Practically, the learning environment should be as "rich" as possible, both in terms of learning tasks, learning materials, but also in terms of the approaches, because we learn with all our senses. If learning is based on the generation and storage of "new" information, the learning environment must also provide appropriate feedback. The learning environment should also be adapted to the individual's level of competence and learning progress. In a playful learning environment, most of these critical factors are well represented. Each child can then, depending on their individual circumstances, extract the information they need to learn.


The role of feedback

Feedback is always necessary in the learning process to distinguish the right solutions from the wrong ones. Intrinsic feedback occurs automatically during the execution of a task, external feedback may be necessary where success or mistakes are not self-evident. The frequency of feedback required also depends on the existing level of performance.
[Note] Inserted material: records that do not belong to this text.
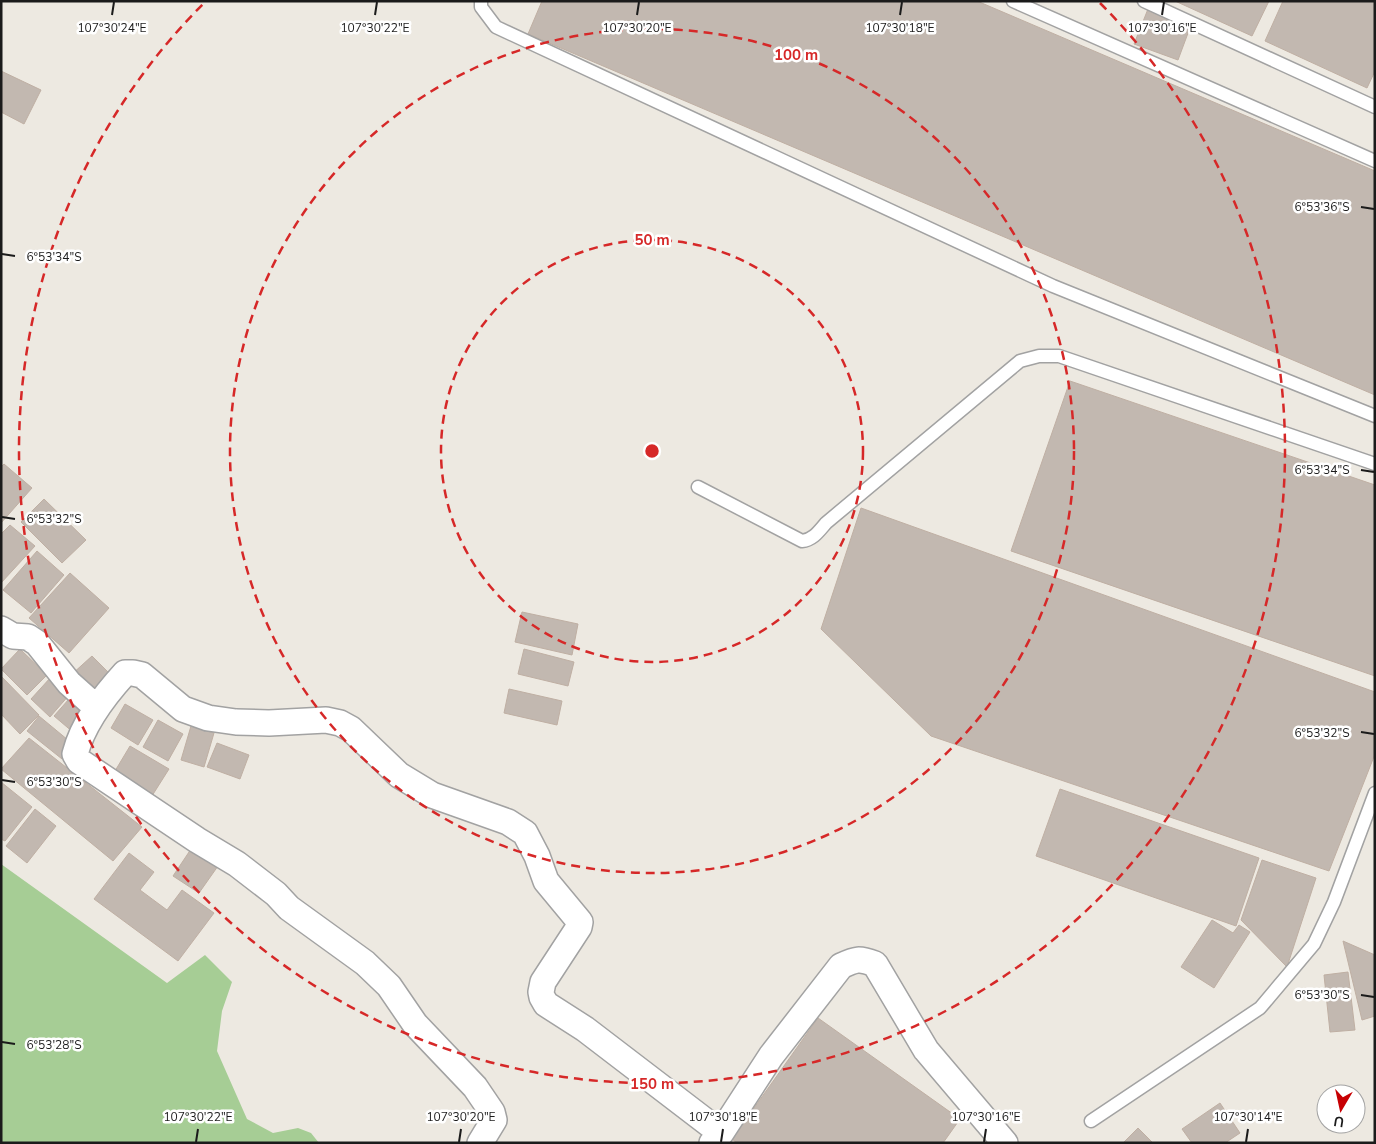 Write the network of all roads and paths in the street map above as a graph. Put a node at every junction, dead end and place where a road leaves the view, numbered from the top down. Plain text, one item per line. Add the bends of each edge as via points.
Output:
1 (480, 1) edge
2 (1013, 1) edge
3 (1144, 1) edge
4 (1375, 107) edge
5 (1375, 161) edge
6 (1375, 416) edge
7 (1375, 464) edge
8 (698, 486) dead end
9 (1, 629) edge
10 (97, 708) junction
11 (1375, 793) edge
12 (1092, 1121) dead end
13 (717, 1138) edge
14 (480, 1143) edge
15 (1005, 1143) edge

1 - 6 lane via 496,27 1053,286
2 - 5 lane
3 - 4 lane
7 - 8 lane via 1059,356 1039,356 1020,361 805,541
9 - 10 street via 37,643 69,683
10 - 13 street via 124,673 133,672 142,675 182,709 208,718 236,722 326,720 340,723 351,729 399,775 432,795 508,822 525,833 546,881 580,922 543,982 542,997 546,1004 586,1029
10 - 14 street via 78,744 75,754 79,761 238,864 289,908 365,963 389,986 415,1024 475,1087 492,1112 494,1120
11 - 12 lane via 1334,902 1314,944 1260,1008
13 - 15 street via 771,1056 841,966 862,959 875,964 926,1050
Variable learning and transfer

Transfer means that the information absorbed during the learning phase must be permanently stored. When the same or a similar task needs to be solved, this information can then be retrieved. Many studies have shown that the success of transfer is highly dependent on the learning conditions.

The illusion of learning

The learning illusion is that in certain learning situations, especially constant ones, performance improves during training but declines sharply during transfer. On the other hand, many experiments have shown that under more difficult learning conditions, for example with variable tasks, performance improves less during training but leads to much better transfer performance.

Internal / external focus

In the case of a skilled move or skill, it is always beneficial to focus on the external consequences of the action, rather than the execution of the movement required internally to achieve it. External focus supports the execution of automatic movements that are no longer subject to conscious movement control during movement execution. Internal focus, on the other hand, appears to be useful only when a movement has either not yet been learned and automated, or when danger is imminent.

Learning requires a challenge (Challenge Point)

For effective learning, the right level of challenge must be found. Maximum training success is achieved with optimal difficulty and complexity of a task. The difficulty of the task must also be individually tailored to the student's level of performance.